Sunday, 25 March 2012

Pups love crotch.

And knocking you right in the balls.

I had the fortune of meeting Rouki and his friends last year at Rubbout 20. I had a lot of fun watching their crazy puppy antics, and the equally amusing reactions of random spectators. You can imagine the hilarity of watching a busload of people gawk as they pass by.

I'm not really into puppy play, though it looks like a very fun and, perhaps, liberating experience. I'd like to give it a try. Can you say Rubber SWAT puppy? I think I'll start with a more anthropomorphic approach to begin with.
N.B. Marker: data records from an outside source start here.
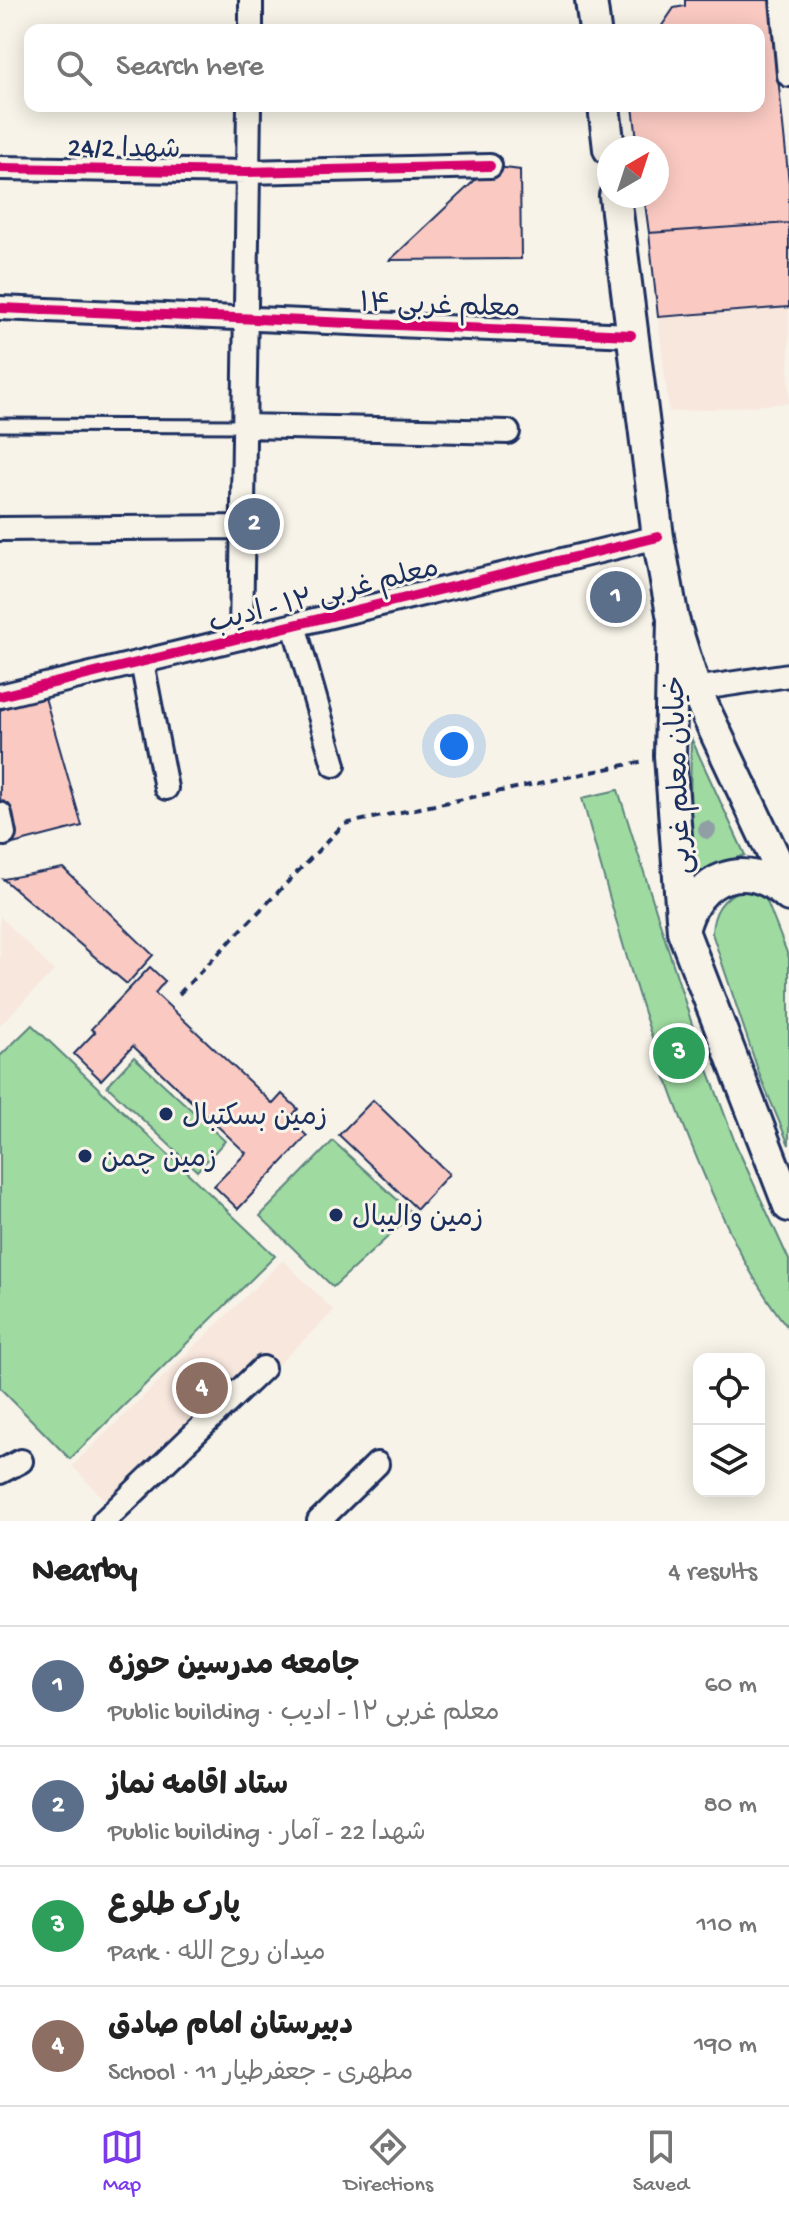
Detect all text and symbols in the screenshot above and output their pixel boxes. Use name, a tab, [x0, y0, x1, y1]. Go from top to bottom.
search box	[24, 24, 765, 112]
icon: search	[52, 46, 96, 90]
text: Search here	[116, 51, 264, 86]
street label: شهدا 24/2	[67, 133, 181, 168]
north arrow	[597, 136, 669, 208]
street label: معلم غربی ۱۴	[359, 288, 521, 328]
pin: 2	[228, 494, 280, 554]
street label: معلم غربی ۱۲ - ادیب	[206, 553, 443, 643]
pin: 1	[590, 567, 642, 627]
street label: خیابان معلم غربی	[661, 675, 701, 875]
your location	[434, 726, 474, 766]
pin: 3	[653, 1023, 705, 1083]
place label: زمین بسکتبال	[182, 1102, 327, 1135]
marker: زمین بسکتبال	[157, 1105, 175, 1123]
place label: زمین چمن	[101, 1144, 217, 1177]
marker: زمین چمن	[76, 1147, 94, 1165]
place label: زمین والیبال	[352, 1203, 483, 1236]
marker: زمین والیبال	[327, 1206, 345, 1224]
map controls	[693, 1353, 765, 1497]
button: locate	[693, 1353, 765, 1425]
pin: 4	[176, 1358, 228, 1418]
button: layers	[693, 1425, 765, 1497]
text: Nearby	[32, 1553, 137, 1593]
text: 4 results	[668, 1558, 757, 1589]
text: جامعه مدرسین حوزه	[108, 1650, 360, 1685]
text: 1	[53, 1671, 63, 1702]
text: 60 m	[704, 1671, 757, 1702]
text: Public building · معلم غربی ۱۲ - ادیب	[108, 1699, 500, 1730]
text: ستاد اقامه نماز	[108, 1770, 288, 1805]
text: 2	[52, 1791, 64, 1822]
text: 80 m	[703, 1791, 757, 1822]
text: Public building · شهدا 22 - آمار	[108, 1819, 426, 1850]
text: پارک طلوع	[108, 1890, 240, 1925]
text: 3	[51, 1911, 65, 1942]
text: 110 m	[697, 1911, 757, 1942]
text: Park · میدان روح الله	[108, 1939, 326, 1970]
text: دبیرستان امام صادق	[108, 2010, 353, 2045]
text: 4	[52, 2031, 64, 2062]
text: 190 m	[694, 2031, 757, 2062]
text: School · مطهری - جعفرطیار 11	[108, 2059, 413, 2090]
tab: Map	[100, 2125, 144, 2199]
tab: Directions	[344, 2125, 433, 2199]
tab: Saved	[633, 2125, 689, 2199]

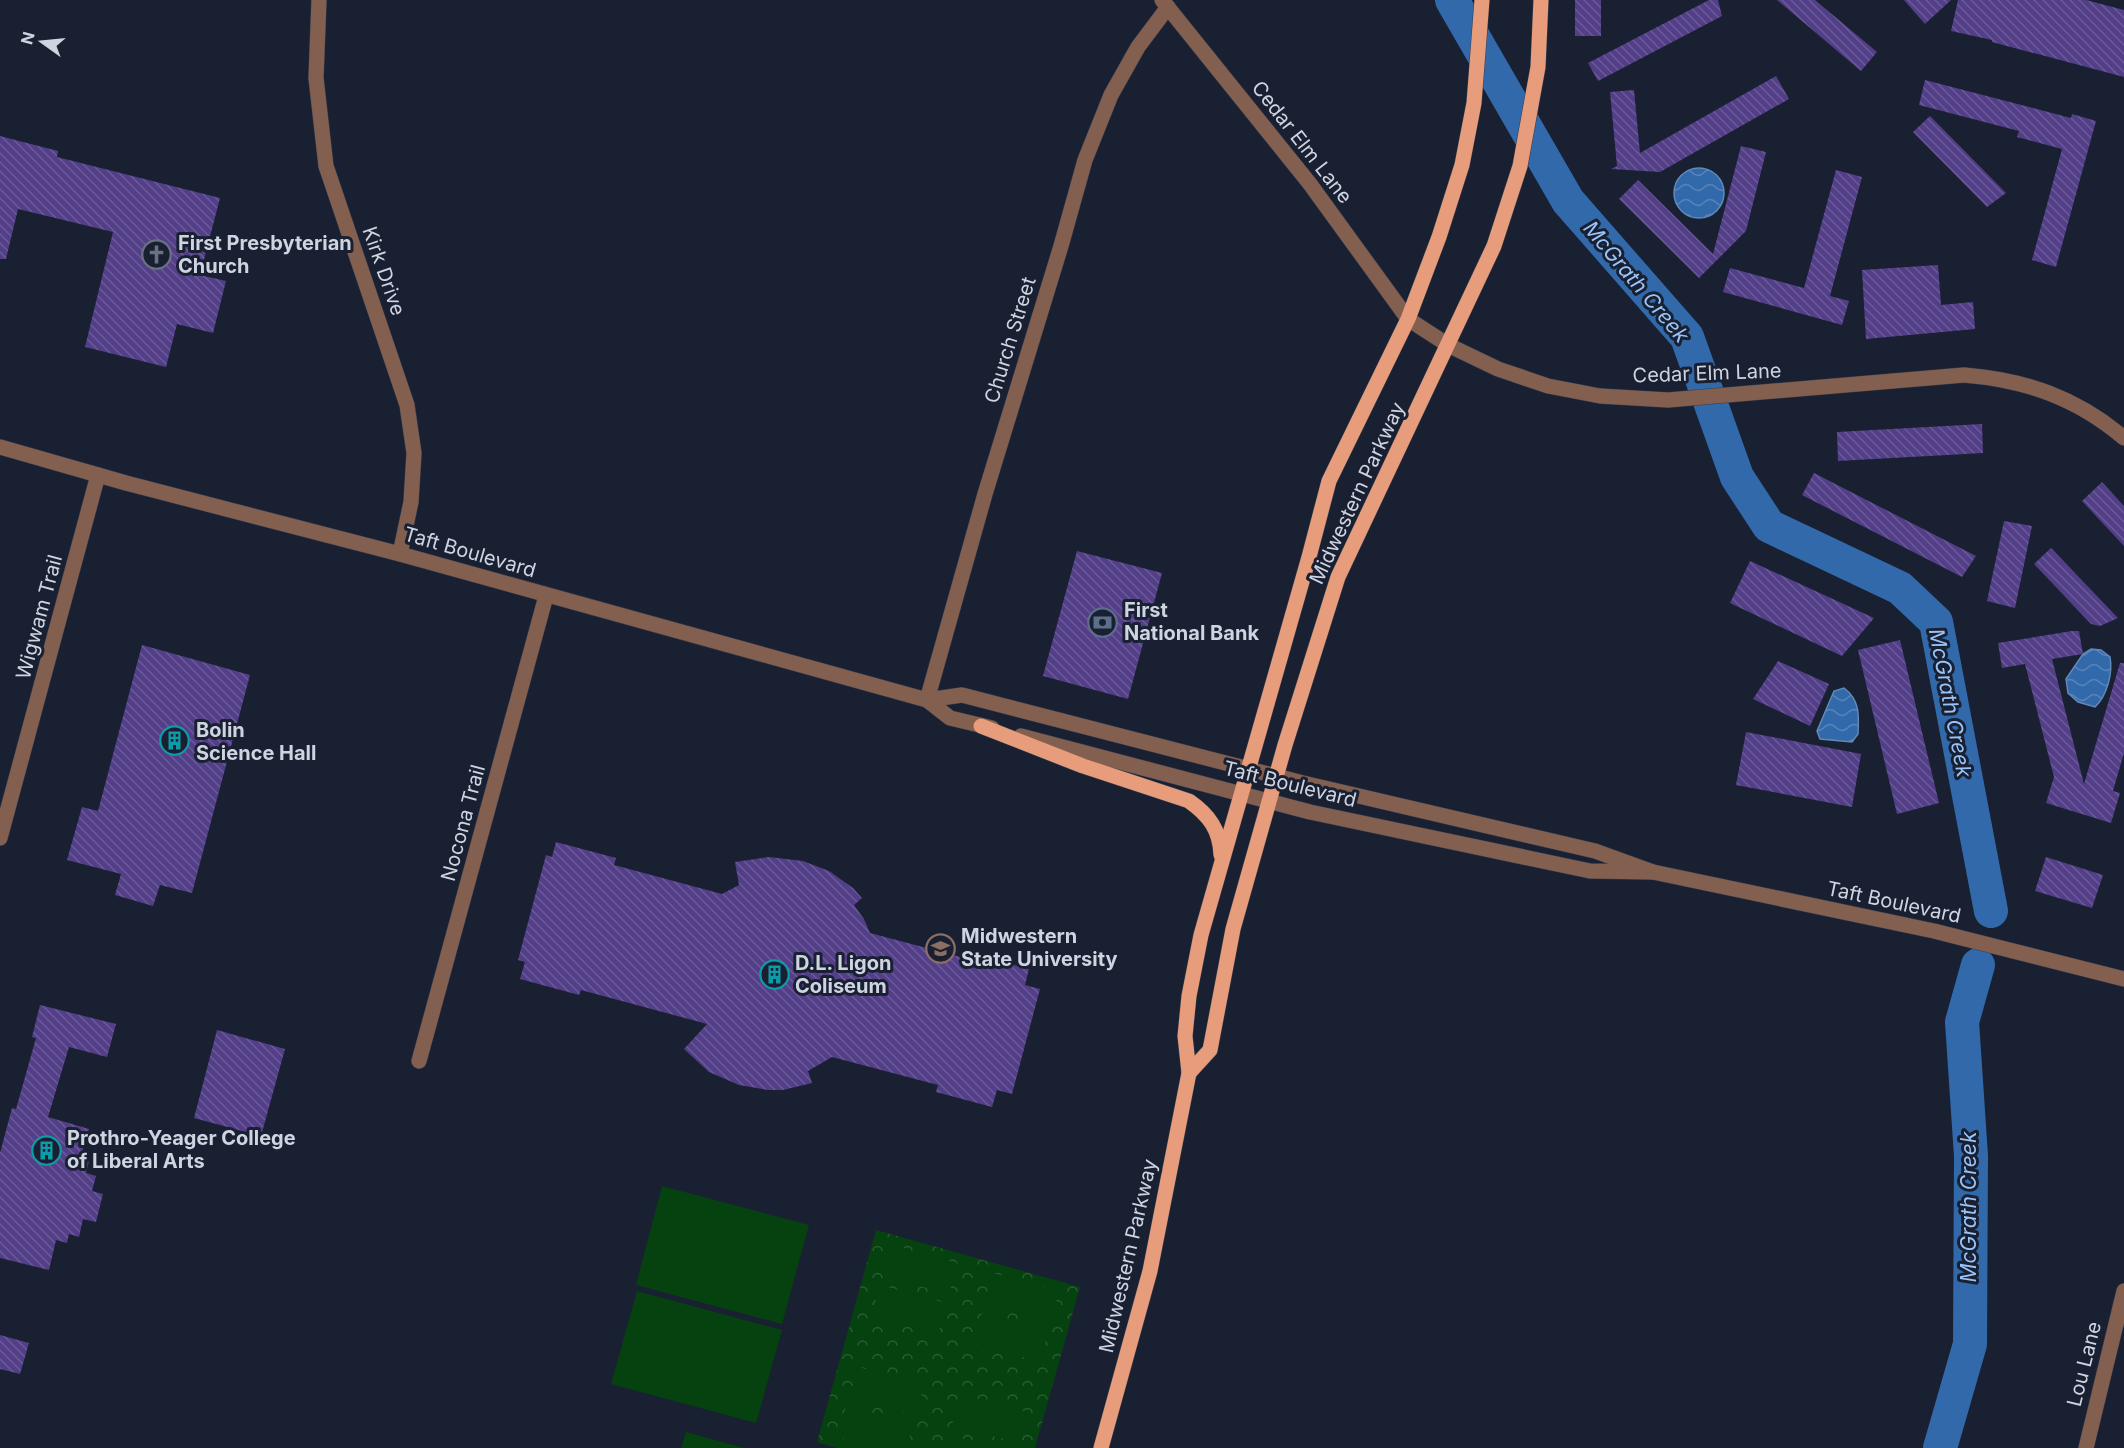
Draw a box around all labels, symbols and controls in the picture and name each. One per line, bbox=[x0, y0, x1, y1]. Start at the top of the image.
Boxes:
north arrow bbox=[12, 12, 72, 72]
text: N bbox=[16, 30, 39, 47]
street label: Cedar Elm Lane bbox=[1247, 76, 1357, 208]
water label: McGrath Creek bbox=[1578, 216, 1695, 348]
street label: Kirk Drive bbox=[358, 223, 410, 319]
place label: First Presbyterian Church bbox=[178, 231, 352, 278]
church icon: First Presbyterian Church bbox=[141, 238, 173, 270]
street label: Church Street bbox=[979, 274, 1041, 406]
street label: Cedar Elm Lane bbox=[1632, 358, 1782, 388]
street label: Midwestern Parkway bbox=[1304, 398, 1410, 588]
street label: Taft Boulevard bbox=[401, 522, 539, 582]
street label: Wigwam Trail bbox=[11, 552, 67, 682]
place label: First National Bank bbox=[1124, 598, 1259, 645]
bank icon: First National Bank bbox=[1087, 606, 1119, 638]
water label: McGrath Creek bbox=[1924, 626, 1977, 780]
place label: Bolin Science Hall bbox=[196, 718, 316, 765]
building icon: Bolin Science Hall bbox=[159, 725, 191, 757]
street label: Taft Boulevard bbox=[1221, 756, 1359, 812]
street label: Nocona Trail bbox=[436, 762, 490, 884]
street label: Taft Boulevard bbox=[1825, 876, 1963, 928]
place label: Midwestern State University bbox=[961, 924, 1118, 971]
school or university icon: Midwestern State University bbox=[924, 932, 956, 964]
place label: D.L. Ligon Coliseum bbox=[795, 951, 891, 998]
building icon: D.L. Ligon Coliseum bbox=[758, 958, 790, 990]
place label: Prothro-Yeager College of Liberal Arts bbox=[67, 1126, 296, 1173]
water label: McGrath Creek bbox=[1956, 1131, 1981, 1282]
building icon: Prothro-Yeager College of Liberal Arts bbox=[30, 1134, 62, 1166]
street label: Midwestern Parkway bbox=[1094, 1157, 1162, 1355]
street label: Lou Lane bbox=[2062, 1319, 2106, 1409]

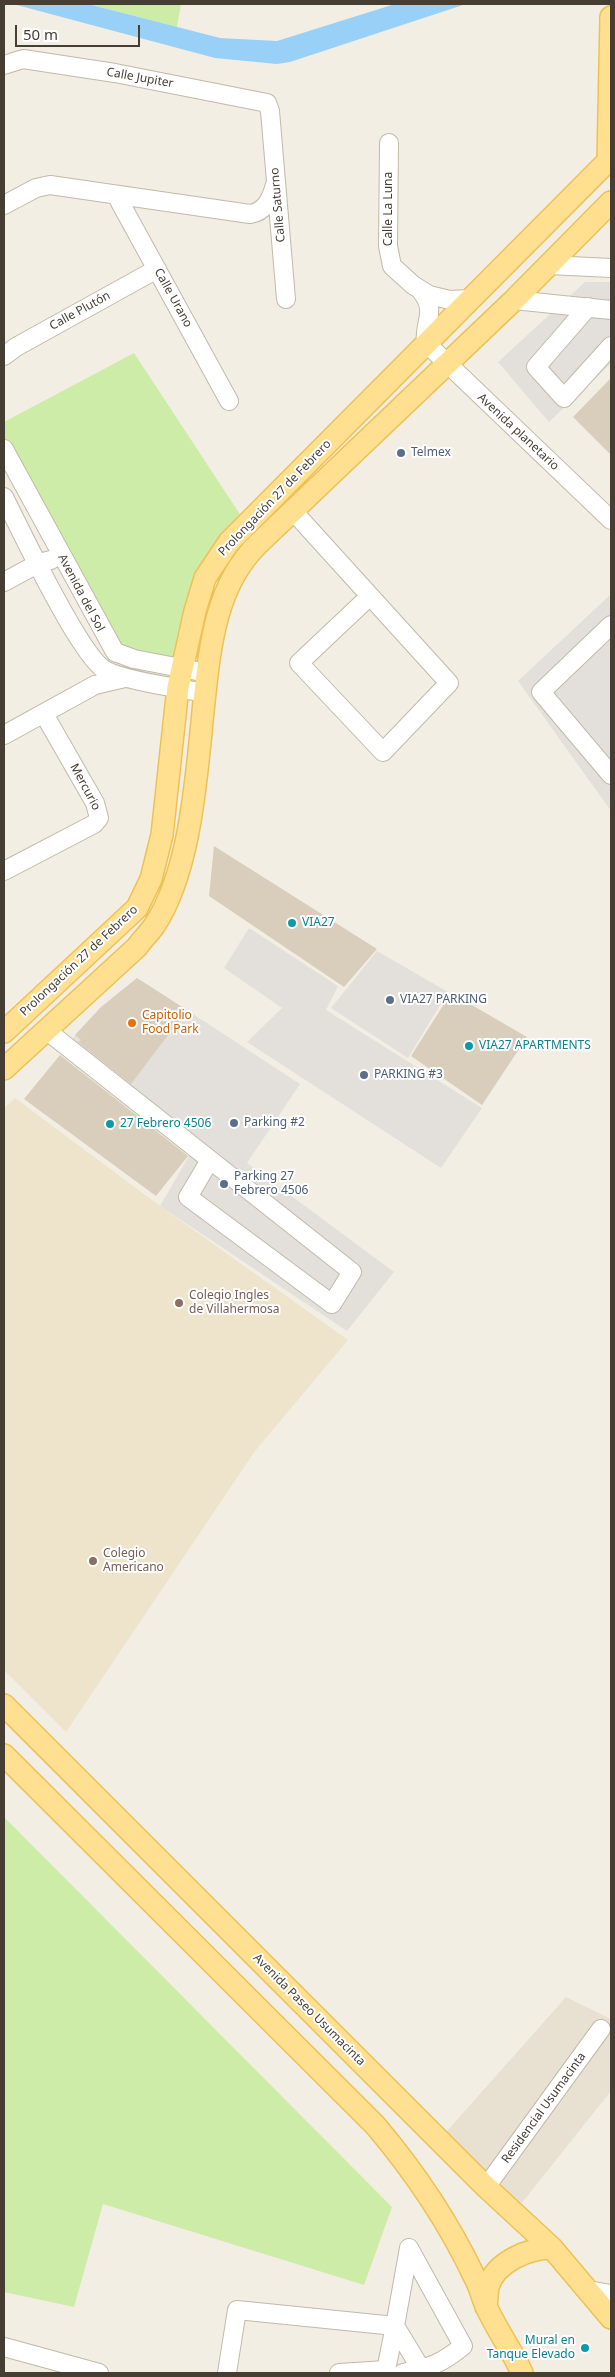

Taking a page from Rubberdawg, I'll be of the two-legged, beer-drinking variety.

However, I think there's a mental disconnect in my brain. I'm trying to treat them like a dog, and yet they're as smart and independent as I am. If I remember correctly, there were two basic personalities that I witnessed the most: Horny, lovable Lassie. And horny, mischievous mirror universe Lassie. And I say Lassie because, just like the TV canine, the rubber pups can understand every word you say. "Timmy's stuck down the well?"

When confronted with Evil Lassie, during my brief time as handler, I wasn't sure what to do. Are you supposed to be the laid-back owner who can't control his dog, or the hard-ass trainer pulling on the choke chain? It probably really depends on the puppy. And that's probably something you should sort out beforehand. I suppose ultimately, its a little of both. The gracious master who allows his pup to playfully run amok, but lays down the law as soon as he becomes "displeased". I hope to learn more about the scene during this year's Rubbout.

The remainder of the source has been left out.